_WHAT THE TASK ASKS_. Produce the full set of records below once more, exactly as they stand.

(Collected data entries)
※

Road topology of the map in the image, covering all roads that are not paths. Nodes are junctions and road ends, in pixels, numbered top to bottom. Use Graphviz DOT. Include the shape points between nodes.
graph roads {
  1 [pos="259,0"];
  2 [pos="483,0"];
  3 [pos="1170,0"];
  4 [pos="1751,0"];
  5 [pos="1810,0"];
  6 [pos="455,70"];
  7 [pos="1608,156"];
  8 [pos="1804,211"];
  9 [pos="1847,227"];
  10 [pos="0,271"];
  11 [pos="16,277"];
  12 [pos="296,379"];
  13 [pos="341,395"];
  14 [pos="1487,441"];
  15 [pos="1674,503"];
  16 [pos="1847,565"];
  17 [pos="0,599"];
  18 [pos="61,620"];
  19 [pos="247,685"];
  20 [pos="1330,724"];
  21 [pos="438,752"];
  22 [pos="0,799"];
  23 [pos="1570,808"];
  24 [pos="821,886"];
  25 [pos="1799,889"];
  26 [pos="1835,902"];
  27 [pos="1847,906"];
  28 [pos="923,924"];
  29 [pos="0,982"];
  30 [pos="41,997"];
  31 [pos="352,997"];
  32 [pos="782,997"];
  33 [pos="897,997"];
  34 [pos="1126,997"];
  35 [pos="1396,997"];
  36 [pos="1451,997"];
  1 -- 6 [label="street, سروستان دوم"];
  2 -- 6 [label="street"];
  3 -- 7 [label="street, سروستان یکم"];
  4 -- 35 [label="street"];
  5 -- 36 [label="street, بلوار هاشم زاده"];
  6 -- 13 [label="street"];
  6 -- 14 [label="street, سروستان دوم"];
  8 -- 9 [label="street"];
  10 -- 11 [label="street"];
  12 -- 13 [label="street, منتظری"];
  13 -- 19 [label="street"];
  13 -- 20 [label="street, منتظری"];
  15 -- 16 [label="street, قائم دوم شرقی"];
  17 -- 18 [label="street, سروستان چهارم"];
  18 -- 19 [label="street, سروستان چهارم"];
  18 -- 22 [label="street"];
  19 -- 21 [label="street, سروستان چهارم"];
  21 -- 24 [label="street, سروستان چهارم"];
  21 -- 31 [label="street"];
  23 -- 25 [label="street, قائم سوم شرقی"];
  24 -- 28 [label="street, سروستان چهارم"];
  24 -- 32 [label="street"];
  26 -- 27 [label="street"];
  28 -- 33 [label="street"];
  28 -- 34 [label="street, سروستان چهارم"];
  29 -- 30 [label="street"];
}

※

_WRITTEN RESPONSE_.
Road topology of the map in the image, covering all roads that are not paths. Nodes are junctions and road ends, in pixels, numbered top to bottom. Use Graphviz DOT. Include the shape points between nodes.
graph roads {
  1 [pos="259,0"];
  2 [pos="483,0"];
  3 [pos="1170,0"];
  4 [pos="1751,0"];
  5 [pos="1810,0"];
  6 [pos="455,70"];
  7 [pos="1608,156"];
  8 [pos="1804,211"];
  9 [pos="1847,227"];
  10 [pos="0,271"];
  11 [pos="16,277"];
  12 [pos="296,379"];
  13 [pos="341,395"];
  14 [pos="1487,441"];
  15 [pos="1674,503"];
  16 [pos="1847,565"];
  17 [pos="0,599"];
  18 [pos="61,620"];
  19 [pos="247,685"];
  20 [pos="1330,724"];
  21 [pos="438,752"];
  22 [pos="0,799"];
  23 [pos="1570,808"];
  24 [pos="821,886"];
  25 [pos="1799,889"];
  26 [pos="1835,902"];
  27 [pos="1847,906"];
  28 [pos="923,924"];
  29 [pos="0,982"];
  30 [pos="41,997"];
  31 [pos="352,997"];
  32 [pos="782,997"];
  33 [pos="897,997"];
  34 [pos="1126,997"];
  35 [pos="1396,997"];
  36 [pos="1451,997"];
  1 -- 6 [label="street, سروستان دوم"];
  2 -- 6 [label="street"];
  3 -- 7 [label="street, سروستان یکم"];
  4 -- 35 [label="street"];
  5 -- 36 [label="street, بلوار هاشم زاده"];
  6 -- 13 [label="street"];
  6 -- 14 [label="street, سروستان دوم"];
  8 -- 9 [label="street"];
  10 -- 11 [label="street"];
  12 -- 13 [label="street, منتظری"];
  13 -- 19 [label="street"];
  13 -- 20 [label="street, منتظری"];
  15 -- 16 [label="street, قائم دوم شرقی"];
  17 -- 18 [label="street, سروستان چهارم"];
  18 -- 19 [label="street, سروستان چهارم"];
  18 -- 22 [label="street"];
  19 -- 21 [label="street, سروستان چهارم"];
  21 -- 24 [label="street, سروستان چهارم"];
  21 -- 31 [label="street"];
  23 -- 25 [label="street, قائم سوم شرقی"];
  24 -- 28 [label="street, سروستان چهارم"];
  24 -- 32 [label="street"];
  26 -- 27 [label="street"];
  28 -- 33 [label="street"];
  28 -- 34 [label="street, سروستان چهارم"];
  29 -- 30 [label="street"];
}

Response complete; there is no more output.